Image analysis for malaria parasite detection from microscopic images of thick blood smear
Ishan R. Dave · 2017
Malaria is a major health issue and causes millions of deaths a year worldwide. Since the diagnosis of malaria is predominately done using light microscopy method, well-trained microscopists are required. By using thick blood smear, a large amount of blood can be examined quickly and easily. This work deals with the automatic estimation of parasite density in `parasites per microliter of blood' from the microscopic images of Giemsa-stained thick blood smear. The algorithm is primarily divided into three steps: (1) preprocessing & segmentation, (2) feature extraction and (3) classification. In the preprocessing step, an attempt is made to reduce variations due to various factors like lighting conditions and concentration of staining solution.
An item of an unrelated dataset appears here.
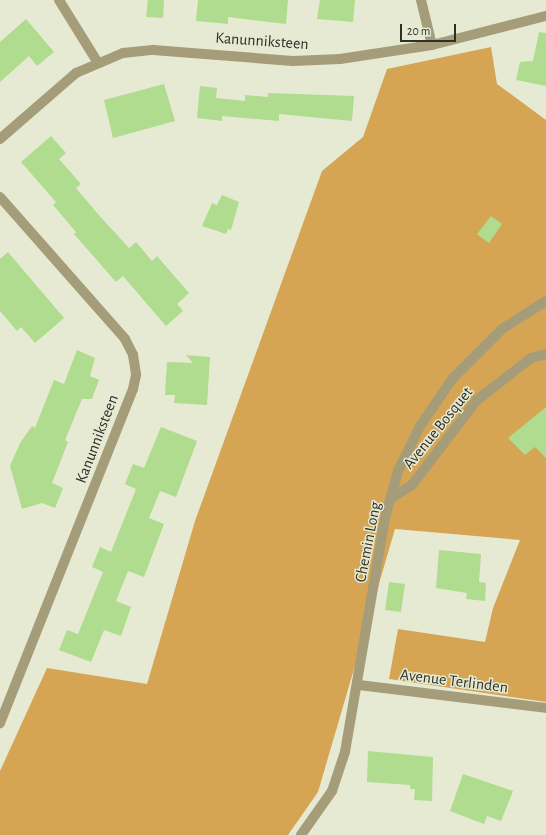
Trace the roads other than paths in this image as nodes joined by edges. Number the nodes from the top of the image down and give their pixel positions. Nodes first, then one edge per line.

The image is segmented using adaptive thresholding, followed by several mathematical morphological operations. In the second step, various features based on shape, texture, color and frequency domain are extracted. Using the classification step, the parasite candidate is classified into its correct life stage or classified as leukocytes. The novelty of the algorithm is that it can detect all the life stages (ring, trophozoite, schizont, gametocyte) of parasites and leukocytes unlike detecting only ring life stage in the state-of-the-art algorithms. The discrepancy in the automated parasite count by the proposed algorithm is 7.14%, which is suitable for computer aided diagnosis (CAD) of malaria according to world health organization (WHO) quality control standards.